The problem: Return the listing below exactly, with the pictures dropped.

Working data:

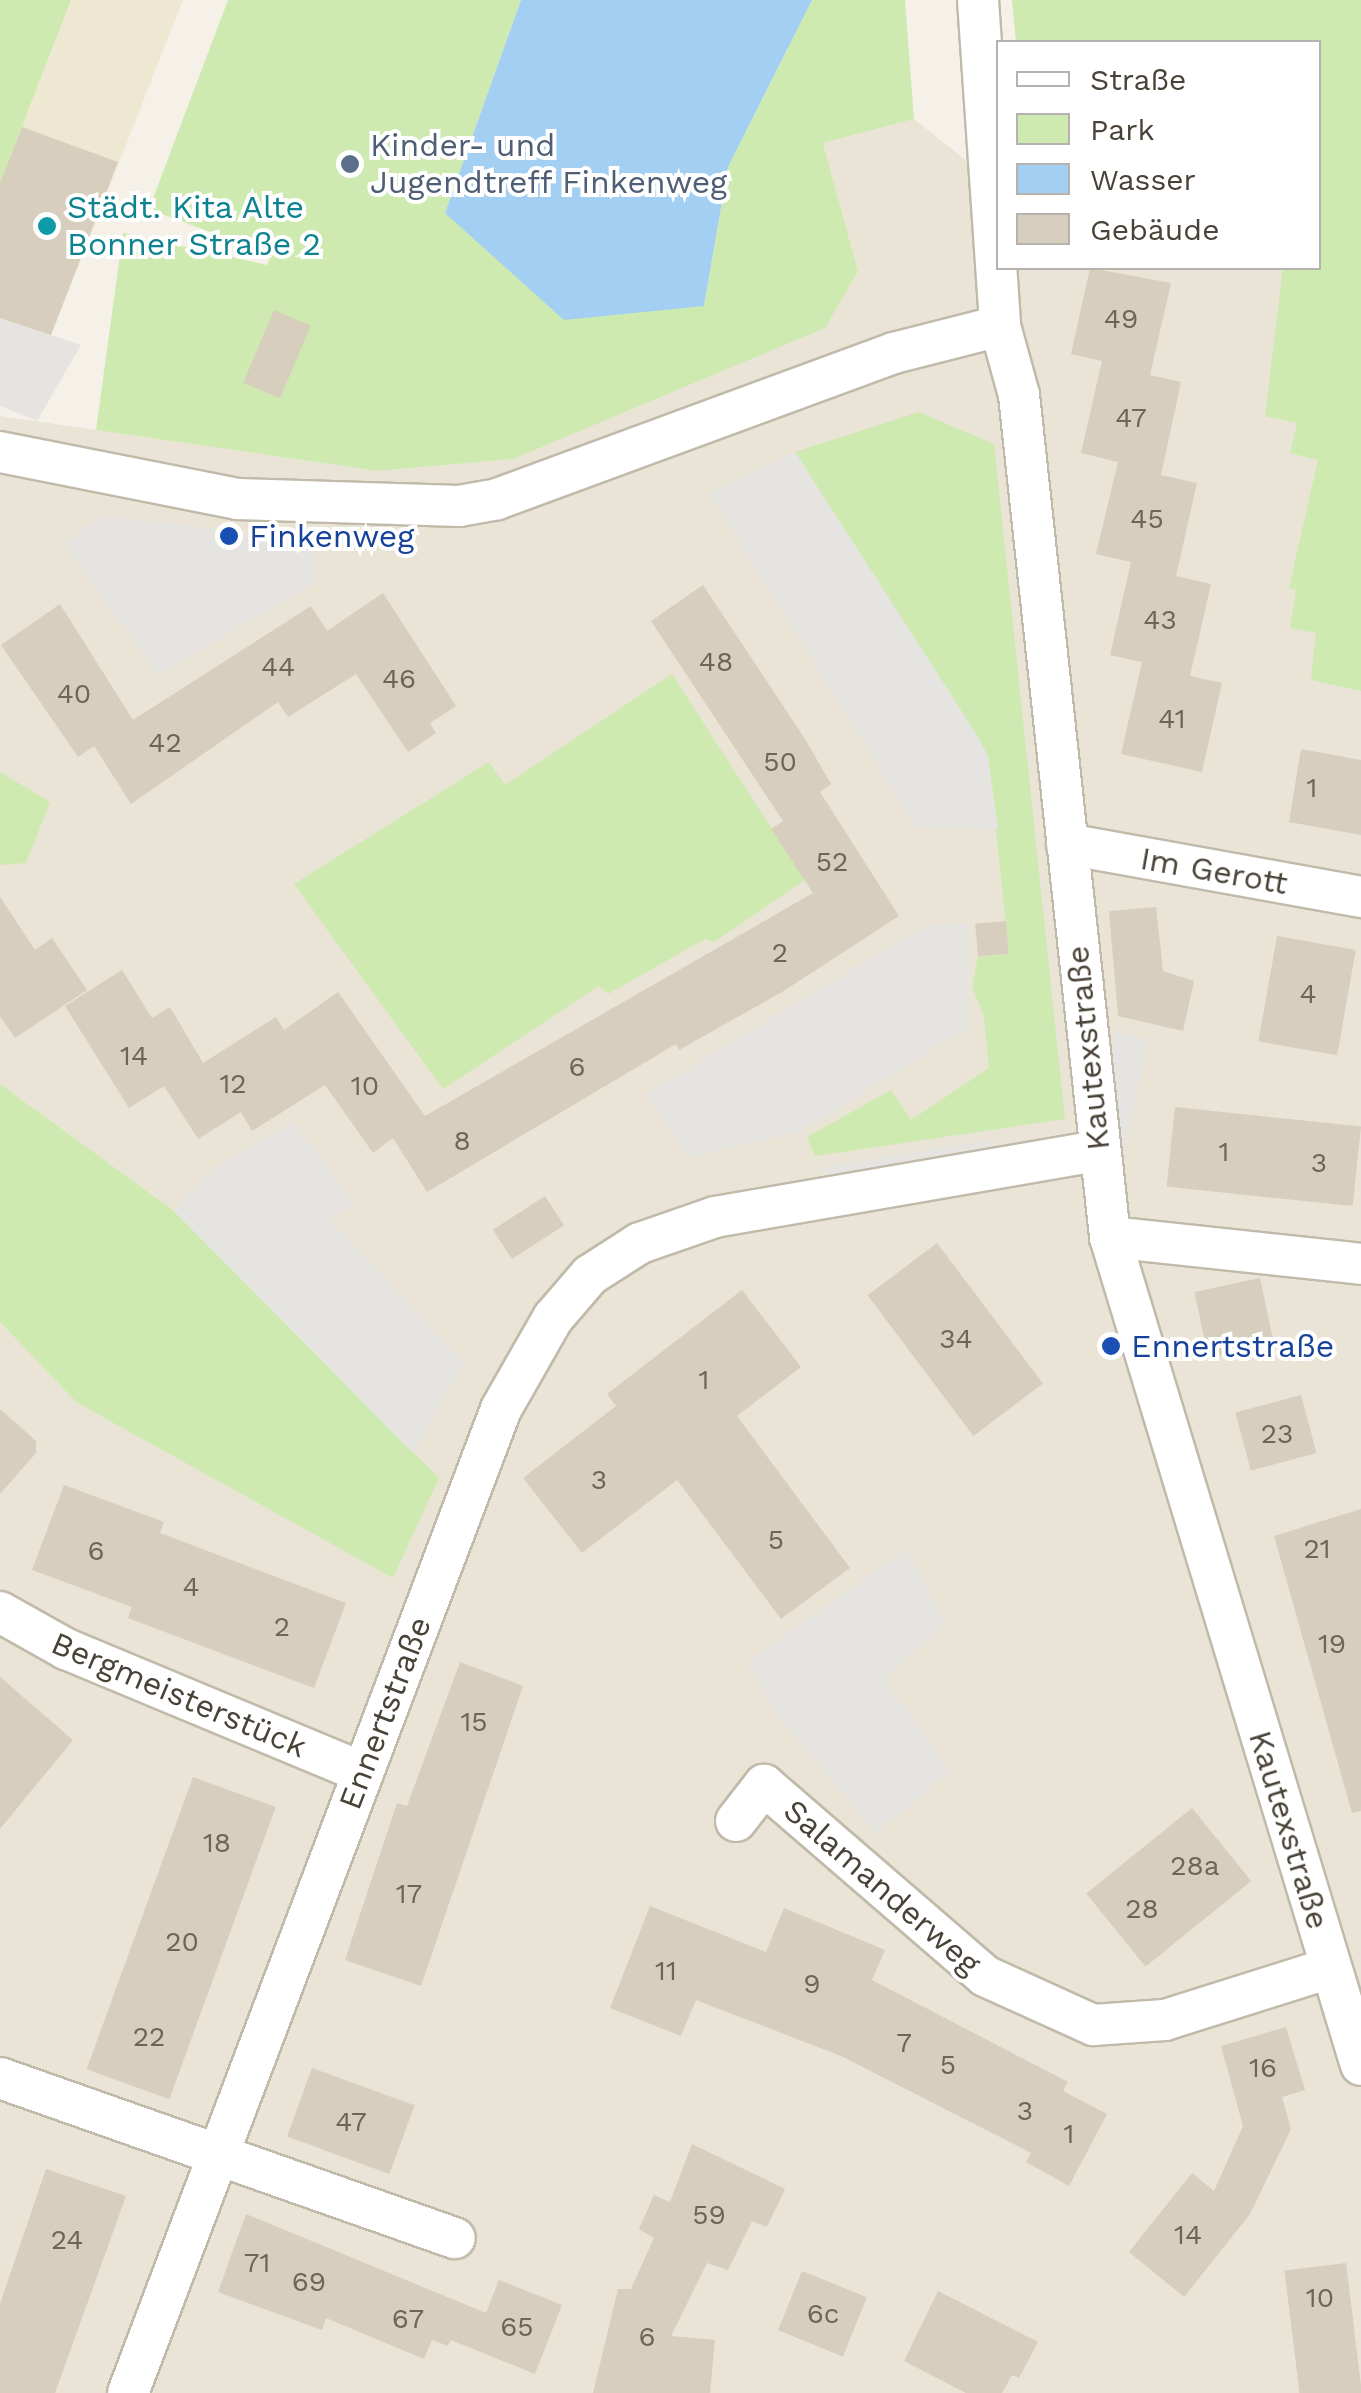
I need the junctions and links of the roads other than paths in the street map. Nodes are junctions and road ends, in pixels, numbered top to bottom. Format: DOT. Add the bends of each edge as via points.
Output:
graph roads {
  1 [pos="978,0"];
  2 [pos="996,267"];
  3 [pos="996,270"];
  4 [pos="1000,326"];
  5 [pos="0,452"];
  6 [pos="1067,844"];
  7 [pos="1361,897"];
  8 [pos="1098,1152"];
  9 [pos="1110,1237"];
  10 [pos="1361,1264"];
  11 [pos="0,1612"];
  12 [pos="361,1772"];
  13 [pos="736,1820"];
  14 [pos="1330,1968"];
  15 [pos="1361,2065"];
  16 [pos="0,2078"];
  17 [pos="217,2157"];
  18 [pos="455,2238"];
  19 [pos="128,2393"];
  1 -- 2 [label="street, Kautexstraße"];
  3 -- 4 [label="street, Kautexstraße"];
  4 -- 5 [label="street" via="894,353 497,499 459,506 238,499"];
  4 -- 6 [label="street, Kautexstraße" via="1019,395"];
  6 -- 7 [label="street, Im Gerott"];
  6 -- 8 [label="street, Kautexstraße"];
  8 -- 9 [label="street, Kautexstraße"];
  8 -- 12 [label="street, Ennertstraße" via="715,1218 640,1243 590,1276 553,1318 501,1409"];
  9 -- 10 [label="street"];
  9 -- 14 [label="street, Kautexstraße"];
  11 -- 12 [label="street, Bergmeisterstück" via="66,1649"];
  12 -- 17 [label="street, Ennertstraße"];
  13 -- 14 [label="street, Salamanderweg" via="764,1785 985,1976 1093,2025 1164,2020"];
  14 -- 15 [label="street, Kautexstraße"];
  16 -- 17 [label="street"];
  17 -- 18 [label="street"];
  17 -- 19 [label="street, Ennertstraße"];
}
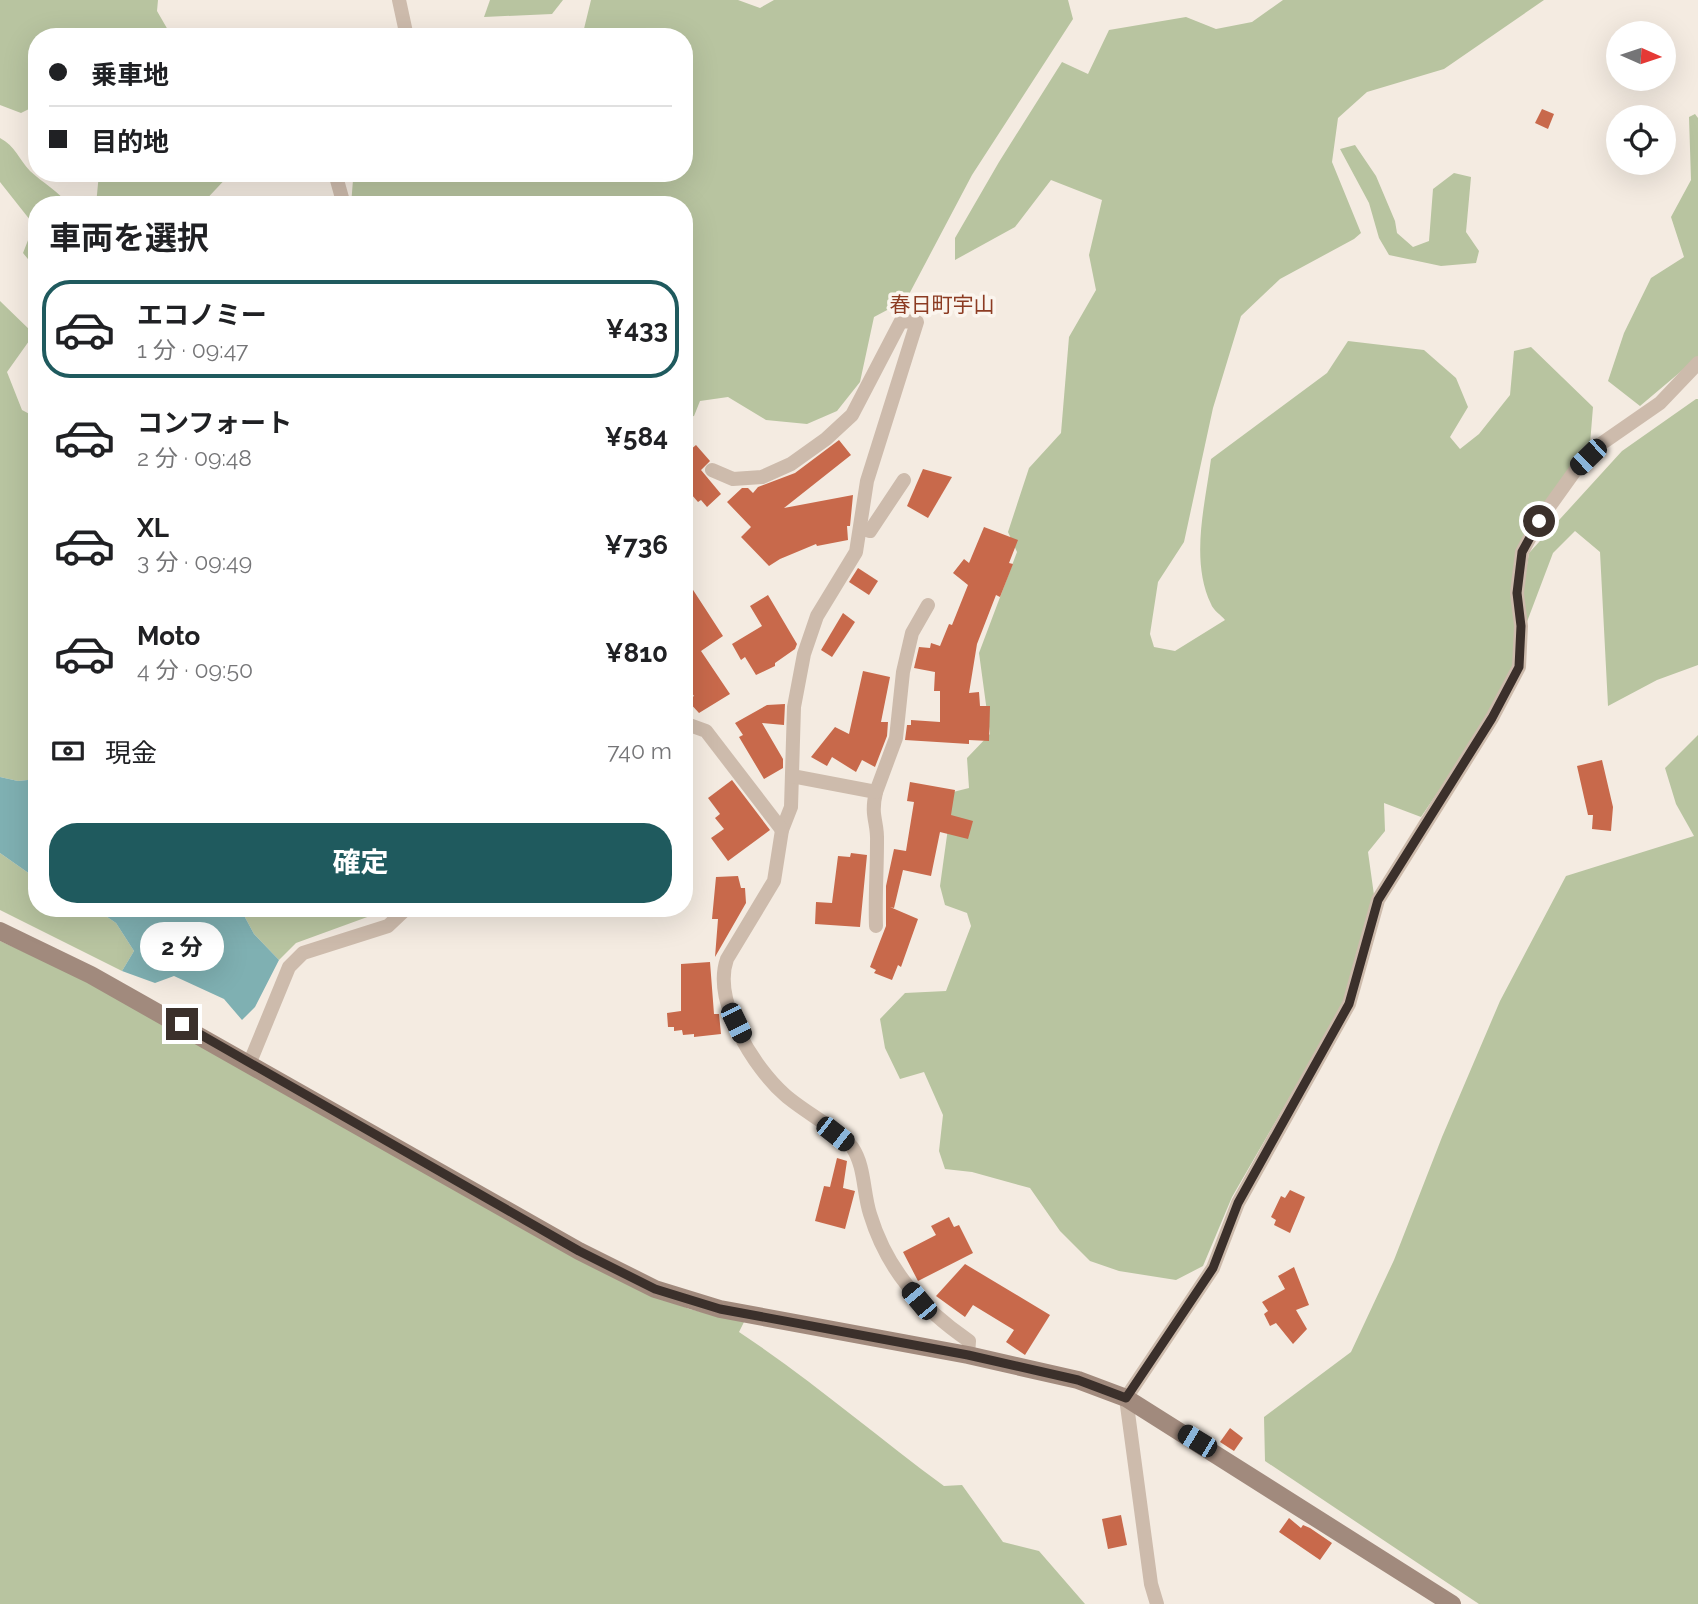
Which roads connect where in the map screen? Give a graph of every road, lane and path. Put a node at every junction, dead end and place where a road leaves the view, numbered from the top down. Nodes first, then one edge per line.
1 (399, 0) edge
2 (405, 28) edge
3 (1698, 363) edge
4 (712, 470) dead end
5 (904, 480) dead end
6 (861, 528) junction
7 (928, 605) dead end
8 (693, 727) edge
9 (792, 776) junction
10 (876, 792) junction
11 (782, 830) junction
12 (398, 917) edge
13 (876, 926) dead end
14 (0, 931) edge
15 (250, 1062) junction
16 (968, 1355) junction
17 (1126, 1398) junction
18 (1157, 1604) edge
19 (1452, 1604) edge

1 - 2 street
3 - 17 street
4 - 6 street
5 - 6 street
6 - 9 street
7 - 10 street
8 - 11 street
9 - 10 street
9 - 11 street
10 - 13 street
11 - 16 street
12 - 15 street
14 - 15 street
15 - 16 street
16 - 17 street
17 - 18 street
17 - 19 street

Solution for this exercise:
I need the junctions and links of the roads other than paths in the street map. Nodes are junctions and road ends, in pixels, numbered top to bottom. Format: DOT. Add the bends of each edge as via points.
Output:
graph roads {
  1 [pos="978,0"];
  2 [pos="996,267"];
  3 [pos="996,270"];
  4 [pos="1000,326"];
  5 [pos="0,452"];
  6 [pos="1067,844"];
  7 [pos="1361,897"];
  8 [pos="1098,1152"];
  9 [pos="1110,1237"];
  10 [pos="1361,1264"];
  11 [pos="0,1612"];
  12 [pos="361,1772"];
  13 [pos="736,1820"];
  14 [pos="1330,1968"];
  15 [pos="1361,2065"];
  16 [pos="0,2078"];
  17 [pos="217,2157"];
  18 [pos="455,2238"];
  19 [pos="128,2393"];
  1 -- 2 [label="street, Kautexstraße"];
  3 -- 4 [label="street, Kautexstraße"];
  4 -- 5 [label="street" via="894,353 497,499 459,506 238,499"];
  4 -- 6 [label="street, Kautexstraße" via="1019,395"];
  6 -- 7 [label="street, Im Gerott"];
  6 -- 8 [label="street, Kautexstraße"];
  8 -- 9 [label="street, Kautexstraße"];
  8 -- 12 [label="street, Ennertstraße" via="715,1218 640,1243 590,1276 553,1318 501,1409"];
  9 -- 10 [label="street"];
  9 -- 14 [label="street, Kautexstraße"];
  11 -- 12 [label="street, Bergmeisterstück" via="66,1649"];
  12 -- 17 [label="street, Ennertstraße"];
  13 -- 14 [label="street, Salamanderweg" via="764,1785 985,1976 1093,2025 1164,2020"];
  14 -- 15 [label="street, Kautexstraße"];
  16 -- 17 [label="street"];
  17 -- 18 [label="street"];
  17 -- 19 [label="street, Ennertstraße"];
}
Which roads connect where in the map screen? Give a graph of every road, lane and path. Put a node at every junction, dead end and place where a road leaves the view, numbered from the top down. Nodes first, then one edge per line.
1 (399, 0) edge
2 (405, 28) edge
3 (1698, 363) edge
4 (712, 470) dead end
5 (904, 480) dead end
6 (861, 528) junction
7 (928, 605) dead end
8 (693, 727) edge
9 (792, 776) junction
10 (876, 792) junction
11 (782, 830) junction
12 (398, 917) edge
13 (876, 926) dead end
14 (0, 931) edge
15 (250, 1062) junction
16 (968, 1355) junction
17 (1126, 1398) junction
18 (1157, 1604) edge
19 (1452, 1604) edge

1 - 2 street
3 - 17 street
4 - 6 street
5 - 6 street
6 - 9 street
7 - 10 street
8 - 11 street
9 - 10 street
9 - 11 street
10 - 13 street
11 - 16 street
12 - 15 street
14 - 15 street
15 - 16 street
16 - 17 street
17 - 18 street
17 - 19 street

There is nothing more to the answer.